From e95f490e2a91e038313e60eb8f7e644a7ca13a87 Mon Sep 17 00:00:00 2001
From: Pieter Gijsbers
Date: Wed, 26 Jun 2024 10:48:31 +0200
Subject: [PATCH] Separate mldcat ap endpoints (#160)
* Give MLDCAT-AP endpoint a separate tag
* Extract out Feature
* Finalize first iteration separation of endpoints
There are now endpoints for Dataset+Distribution, Feature, Quality
and DataService.
* Serialize status and visibility as url
---
src/routers/mldcat_ap/dataset.py | 190 +++++++++++++++++++++++++++---
src/routers/openml/qualities.py | 2 +-
src/schemas/datasets/mldcat_ap.py | 97 +++------------
3 files changed, 196 insertions(+), 93 deletions(-)
diff --git a/src/routers/mldcat_ap/dataset.py b/src/routers/mldcat_ap/dataset.py
index 771edb8..ea43c74 100644
--- a/src/routers/mldcat_ap/dataset.py
+++ b/src/routers/mldcat_ap/dataset.py
@@ -1,27 +1,189 @@
+"""Router for MLDCAT-AP endpoints: https://semiceu.github.io/MLDCAT-AP/releases/1.0.0/#examples
+
+Incredibly inefficient, but it's just a proof of concept.

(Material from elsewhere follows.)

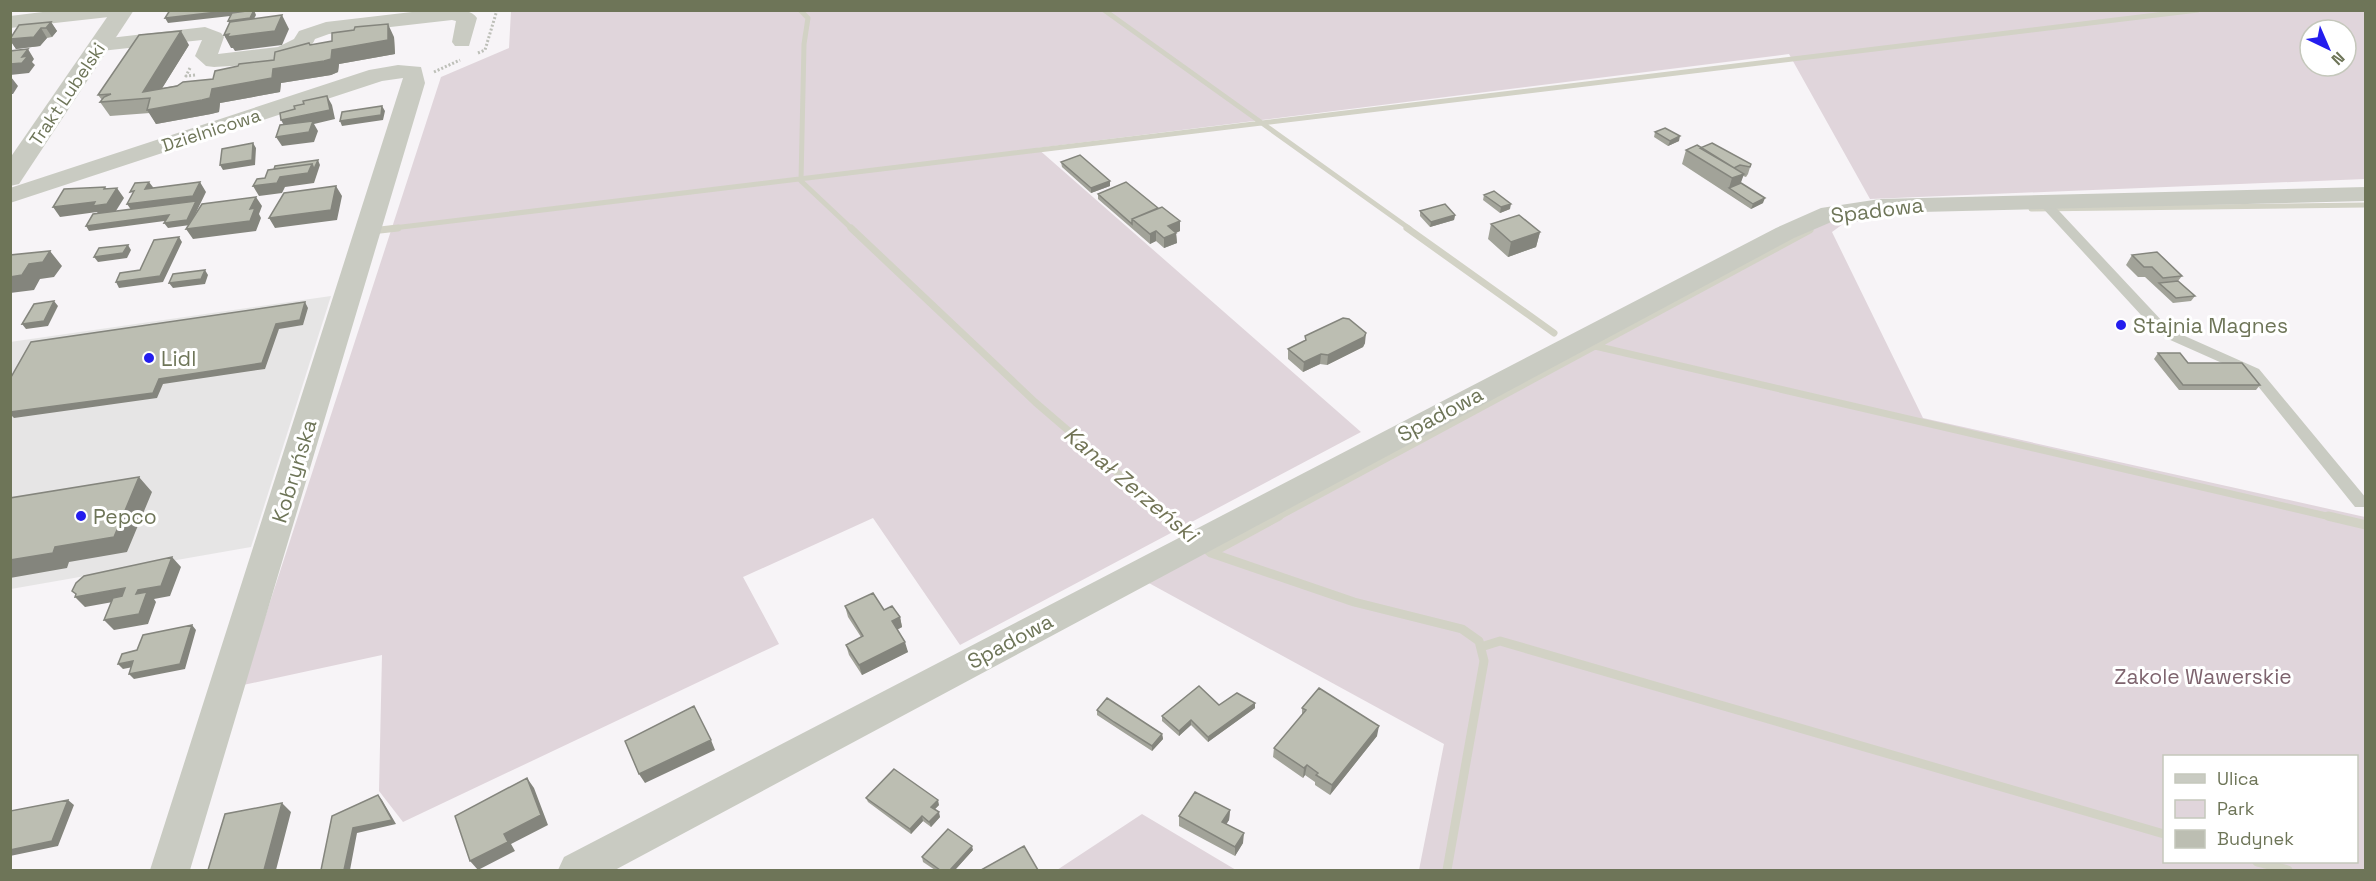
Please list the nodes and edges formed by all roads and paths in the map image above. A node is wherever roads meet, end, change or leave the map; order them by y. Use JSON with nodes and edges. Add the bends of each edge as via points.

+Specific queries could be written to fetch e.g., a single feature or quality.
+"""
+
from typing import Annotated
-from fastapi import APIRouter, Depends
-from schemas.datasets.mldcat_ap import JsonLDGraph, convert_to_mldcat_ap
+import config
+from database.users import User
+from fastapi import APIRouter, Depends, HTTPException
+from schemas.datasets.mldcat_ap import (
+ DataService,
+ Dataset,
+ Distribution,
+ Feature,
+ JsonLDGraph,
+ JsonLDObjectReference,
+ JsonLDQualifiedLiteral,
+ MD5Checksum,
+ Quality,
+)
from sqlalchemy import Connection
-from routers.dependencies import expdb_connection, userdb_connection
-from routers.openml.datasets import get_dataset
+from routers.dependencies import expdb_connection, fetch_user, userdb_connection
+from routers.openml.datasets import get_dataset, get_dataset_features
+from routers.openml.qualities import get_qualities
-router = APIRouter(prefix="/mldcat_ap/datasets", tags=["datasets"])
+router = APIRouter(prefix="/mldcat_ap", tags=["MLDCAT-AP"])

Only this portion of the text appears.